Thursday, March 3, 2011

Facebook Fasting

I'm giving up Facebook for Lent.  That means on Wednesday I'm letting a friend change my password and de-activate my account so I cannot use it for 40 days.  You won't be able to contact me using it, either!  This could be suicide for my blog because I know so many of you find the link in my Facebook statuses, so I'd love to ask you to bookmark the page or follow me on Twitter (oh_hey_jake) to make sure you keep reading new posts while I'm "gone".

So why do it?  Well, I think you know the answer to that question.  We all waste so much time using Facebook.  It's become a habit or, worse, an addiction.  When I'm typing a paper I'll click over to it every few minutes to see what's changed.  The issue is, though, that nothing important has happened!  Rarely do I click over and see something that is life-changing and/or not something I would have encountered without Facebook.  I read about so-and-so getting a new job or what's-her-name getting engaged or that-one-guy complaining about something-or-other.  None of this is consequential to my life and I fear that I am also posting the same inconsequential material about my own life.

As I've discussed in previous posts, social networking has changed the way we interact with people.  I need to re-center my interactions, remove myself from the computer, and remember what it's like to have real, important, genuine relationships with people.  I do not believe that I am having ingenuine relationships at the moment, but I feel that they can get better.

Instead of writing on someone's wall, I should get a beer with them.
Instead of shooting someone a Facebook message, I should pick up the phone and call.
Instead of "liking" their comments, I should go visit them and see what other comments they have.
Instead of "friending" a nice young lady that I think is cool, I should just ask her out to lunch.

I don't think I've used Facebook incorrectly, but I think I can do better.

I look forward to this sacrifice.  It will be a way to divert my wasted time back to my schoolwork during the home stretch, but more importantly it will be a way to reset the way I look at interactions.  If you want to get a hold of me, give me a call or send me an email.  I'll be back, but with a new way of looking at my relationships with people.  You should do it, too!


  1. I actually am chooising this as one of the things i'm giving up for lent as well!

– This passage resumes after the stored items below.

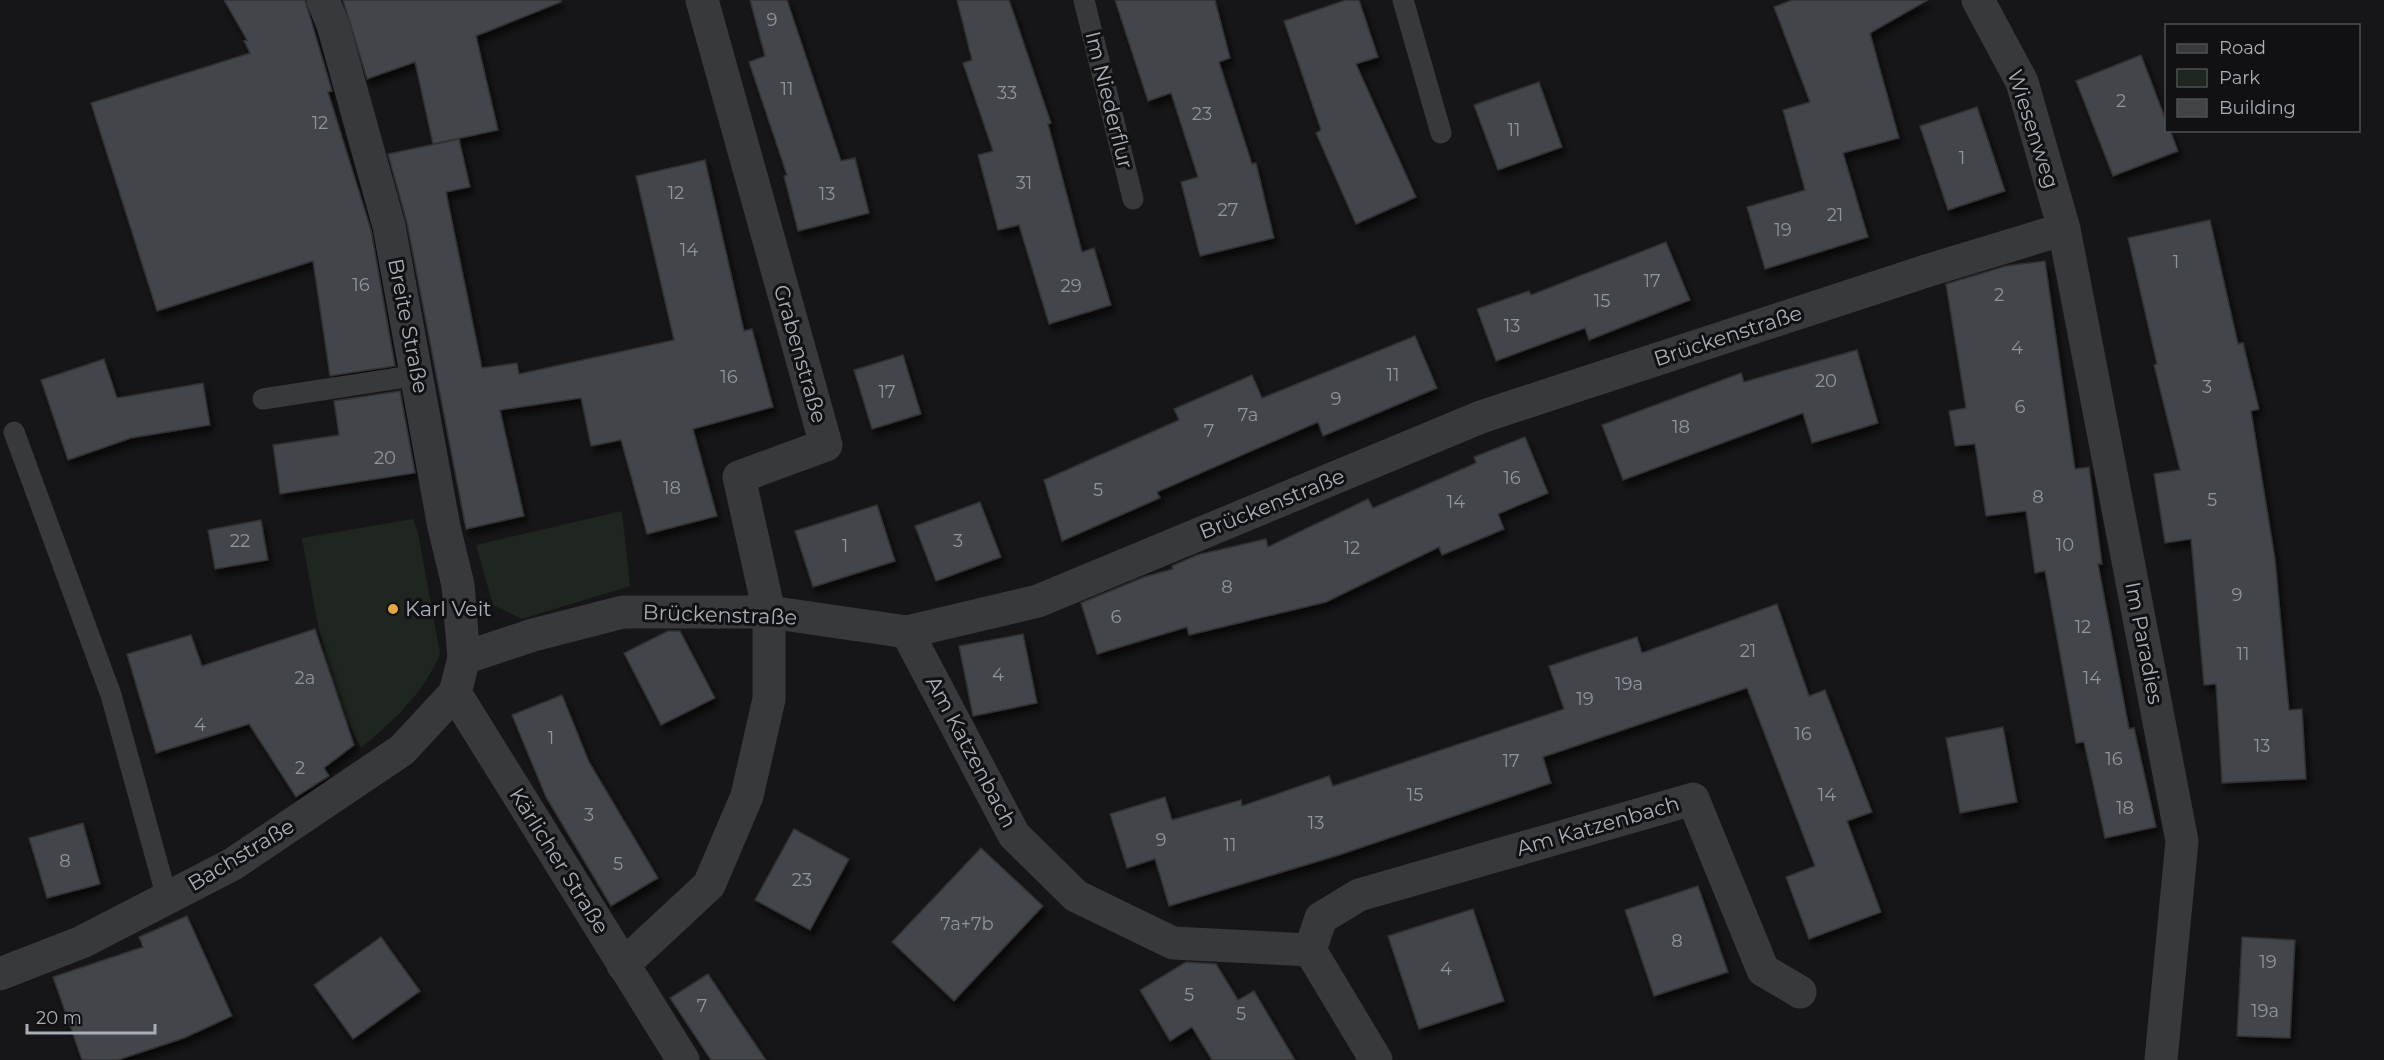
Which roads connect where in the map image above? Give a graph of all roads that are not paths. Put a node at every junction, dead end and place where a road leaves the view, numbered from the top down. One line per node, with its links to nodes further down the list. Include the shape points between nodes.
1 (323, 0): 9 (street, Breite Straße, via 389,226)
2 (702, 0): 12 (street, Grabenstraße, via 826,445 739,477)
3 (1084, 0): 7 (lane, Im Niederflur)
4 (1402, 0): 6 (lane)
5 (1978, 0): 8 (street, Wiesenweg, via 2022,82)
6 (1441, 133)
7 (1133, 199)
8 (2064, 229): 13 (street, Brückenstraße, via 1481,417 1038,600); 23 (street, Im Paradies, via 2182,841)
9 (418, 375): 10 (lane); 14 (street, Breite Straße, via 458,585)
10 (263, 399)
11 (14, 432): 16 (lane, via 111,695)
12 (769, 612): 13 (street, Brückenstraße); 14 (street, Brückenstraße, via 623,612); 18 (street, Grabenstraße, via 769,699 747,796 708,885)
13 (907, 632): 17 (street, Am Katzenbach, via 1014,835 1076,896 1173,943)
14 (464, 658): 15 (street)
15 (455, 693): 16 (street, Bachstraße, via 402,750 371,773 233,864); 18 (street, Kärlicher Straße)
16 (167, 898): 19 (street, Bachstraße, via 82,942)
17 (1310, 950): 20 (street, Am Katzenbach, via 1321,918 1359,895 1693,799 1763,970); 22 (street)
18 (623, 965): 21 (street, Kärlicher Straße)
19 (0, 974)
20 (1800, 992)
21 (683, 1060)
22 (1376, 1060)
23 (2161, 1060)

I'm more excited about it now that i have read you blog on it!

  2. Jake: Excellent idea. Let's try to reschedule your visit, while you're giving up Facebook. I'd love to talk to you more about this fast, faith, and basketball... and blogging, too.

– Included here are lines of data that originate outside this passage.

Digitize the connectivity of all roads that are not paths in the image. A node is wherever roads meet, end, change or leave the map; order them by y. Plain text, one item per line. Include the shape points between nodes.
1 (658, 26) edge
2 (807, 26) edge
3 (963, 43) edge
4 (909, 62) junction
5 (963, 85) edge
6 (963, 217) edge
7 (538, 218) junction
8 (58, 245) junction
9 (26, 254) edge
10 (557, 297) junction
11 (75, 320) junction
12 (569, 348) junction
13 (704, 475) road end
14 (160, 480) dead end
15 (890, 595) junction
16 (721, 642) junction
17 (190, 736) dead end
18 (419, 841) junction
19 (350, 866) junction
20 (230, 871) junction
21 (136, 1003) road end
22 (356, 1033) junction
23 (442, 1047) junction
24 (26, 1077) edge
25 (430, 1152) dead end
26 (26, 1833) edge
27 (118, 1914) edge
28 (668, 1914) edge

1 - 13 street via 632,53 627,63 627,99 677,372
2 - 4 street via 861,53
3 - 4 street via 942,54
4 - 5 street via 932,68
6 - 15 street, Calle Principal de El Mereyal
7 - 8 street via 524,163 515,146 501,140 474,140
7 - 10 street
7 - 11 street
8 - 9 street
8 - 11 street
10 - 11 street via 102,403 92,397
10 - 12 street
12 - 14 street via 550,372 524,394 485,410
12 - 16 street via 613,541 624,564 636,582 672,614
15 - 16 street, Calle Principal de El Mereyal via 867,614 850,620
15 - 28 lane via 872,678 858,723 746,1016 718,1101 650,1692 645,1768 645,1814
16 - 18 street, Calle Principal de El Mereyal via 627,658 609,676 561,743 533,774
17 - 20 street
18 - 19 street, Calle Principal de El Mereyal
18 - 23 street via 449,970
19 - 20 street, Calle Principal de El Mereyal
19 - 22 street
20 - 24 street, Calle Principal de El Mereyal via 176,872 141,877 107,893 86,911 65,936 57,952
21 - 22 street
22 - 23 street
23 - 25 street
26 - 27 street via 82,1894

    Grace and peace, brother.

  3. I'm so proud of you :) I'm doing it too. Email me when you get the urge!

  4. One of my new year's resolutions last year was to give up the Internet one day a week. I chose Sunday, thinking it would help me have a better Sabbath and allow me to spend more time reading and praying. What ended up happening is, yes, I would read and pray, but I wouldn't talk to anyone until church that night (and by then I was so weirded out by the sudden social interaction that I bailed immediately after the service so I didn't have to talk to anyone). It was a terribly lonely and isolating thing. Of course, in truth, we're (I am) just using the internet as a drug to mask these feelings. Bring on the pictures of funny cats!

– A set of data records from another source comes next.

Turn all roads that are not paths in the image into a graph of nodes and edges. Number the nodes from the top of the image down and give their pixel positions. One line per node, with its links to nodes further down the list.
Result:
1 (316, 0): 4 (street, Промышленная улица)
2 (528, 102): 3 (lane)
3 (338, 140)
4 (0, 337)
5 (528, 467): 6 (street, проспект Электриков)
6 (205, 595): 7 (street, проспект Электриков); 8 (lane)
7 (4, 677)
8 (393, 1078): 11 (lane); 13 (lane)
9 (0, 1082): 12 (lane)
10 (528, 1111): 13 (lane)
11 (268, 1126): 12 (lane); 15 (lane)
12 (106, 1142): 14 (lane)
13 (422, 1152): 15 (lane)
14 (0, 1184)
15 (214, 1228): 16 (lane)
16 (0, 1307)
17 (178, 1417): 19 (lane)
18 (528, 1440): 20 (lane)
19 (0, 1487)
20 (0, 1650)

    I guess the trouble is that we don't know how to have normal social interactions any more. Or maybe it's just that as we become more like "adults", it's harder to feel like you're interupting someone else's life when they are married, have kids, etc.

    Maybe that's just me.

  5. it's true, the internet and facebook have changed social interactions forever, possibly. i feel like it has to be all-or-nothing as far as social interactions to be "saved". some people don't have cable and/or internet and they love it. i feel like it's less about what we use and don't use, and more about the purpose: reinventing genuine relationships.